Churches and pastors who have zoned out of public square matters in the past need to snap awake if they still day-dream in our time. True religious liberty is gravely threatened. It may not seem like it’s all that much of a big deal if some corporation out there somewhere has to pay a fine, but it will seem like a big deal when our people are financially squeezed and giving to churches decreases.
This leads to the third and most inhabitive of responses for the believer: prayer. With a number of friends, including my buddies Phillip Bethancourt and Andrew Walker of the Southern Baptist Convention’s Ethics & Religious Liberty Commission, I encourage you to join me and thousands of others in praying for Hobby Lobby. Actually, let’s modernize this: #PrayforHobbyLobby. Prayer is the most powerful force in the world, far more potent than evil and injustice.
Tomorrow morning at 10am, arguments begin in Washington. Ask the Lord to restrain Caesar’s grasping hand. Ask him to overcome immoral policy. Ask him to preserve his church, protect it from weakening, and leave it stronger and triumphant in the end. Ask him to have mercy on his enemies, those who would crush his people, and to enable us to act–whatever the outcome of these cases–in conviction and love even toward those who oppose us. This is not a culture war, after all, but a contest for the soul, both societal and individual. One cannot engage in this contest with the weapons of the world, with demonization and name-calling. One needs the character of Christ.
This does not mean inaction. As I make clear in my book Risky Gospel, I do not think the church of God needs to take these events lying down. I do think, however, that the way we respond to the decisions in these cases will affect our witness in a watching world.
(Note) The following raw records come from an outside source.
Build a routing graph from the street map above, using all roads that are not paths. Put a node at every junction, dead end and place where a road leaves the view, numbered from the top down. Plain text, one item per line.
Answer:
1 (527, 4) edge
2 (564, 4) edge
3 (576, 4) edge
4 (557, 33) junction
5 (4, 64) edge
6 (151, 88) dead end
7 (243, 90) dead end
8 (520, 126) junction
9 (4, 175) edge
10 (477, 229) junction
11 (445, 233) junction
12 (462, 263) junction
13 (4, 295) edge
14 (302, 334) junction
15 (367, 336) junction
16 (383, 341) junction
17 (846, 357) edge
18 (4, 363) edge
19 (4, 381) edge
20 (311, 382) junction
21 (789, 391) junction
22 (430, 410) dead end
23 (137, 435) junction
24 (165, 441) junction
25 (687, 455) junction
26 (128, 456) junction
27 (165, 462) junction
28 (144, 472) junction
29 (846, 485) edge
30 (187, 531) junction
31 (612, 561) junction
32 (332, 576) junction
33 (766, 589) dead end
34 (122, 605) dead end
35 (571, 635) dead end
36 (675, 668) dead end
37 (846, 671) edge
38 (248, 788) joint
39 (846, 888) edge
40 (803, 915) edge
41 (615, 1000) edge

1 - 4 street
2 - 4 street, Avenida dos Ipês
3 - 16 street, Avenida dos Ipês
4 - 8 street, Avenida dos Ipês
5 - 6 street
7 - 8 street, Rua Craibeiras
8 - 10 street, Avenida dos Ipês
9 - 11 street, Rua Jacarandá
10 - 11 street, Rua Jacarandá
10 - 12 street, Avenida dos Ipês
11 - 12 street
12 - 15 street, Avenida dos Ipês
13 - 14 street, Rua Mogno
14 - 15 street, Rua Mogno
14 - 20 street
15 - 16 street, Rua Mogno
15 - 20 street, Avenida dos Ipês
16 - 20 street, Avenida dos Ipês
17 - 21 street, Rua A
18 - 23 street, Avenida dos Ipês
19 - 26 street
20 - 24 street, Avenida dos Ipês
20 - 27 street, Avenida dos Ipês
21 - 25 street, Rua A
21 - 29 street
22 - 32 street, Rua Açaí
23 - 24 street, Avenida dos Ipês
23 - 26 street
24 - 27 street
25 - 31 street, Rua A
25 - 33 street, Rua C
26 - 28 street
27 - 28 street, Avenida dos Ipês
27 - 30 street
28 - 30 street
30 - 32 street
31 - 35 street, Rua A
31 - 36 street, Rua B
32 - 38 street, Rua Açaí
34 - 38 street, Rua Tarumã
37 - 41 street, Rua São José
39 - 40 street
Tomorrow, join a whole bunch of organizations and individuals. On Twitter, Facebook, and social media, promote #PrayforHobbyLobby. This isn’t a gimmick. It’s a real, live movement. We are Christians who care about our country, who want all people to flourish, who want freedom of religion to endure. We are joined by many friends in our quest to uphold the freedom of religion.
We recognize, after all, that if we do not possess this freedom, another form of this ideal will take its place. This is not true freedom, but a counterfeit, one that speaks the tones of liberation and justice but in reality is no freedom at all.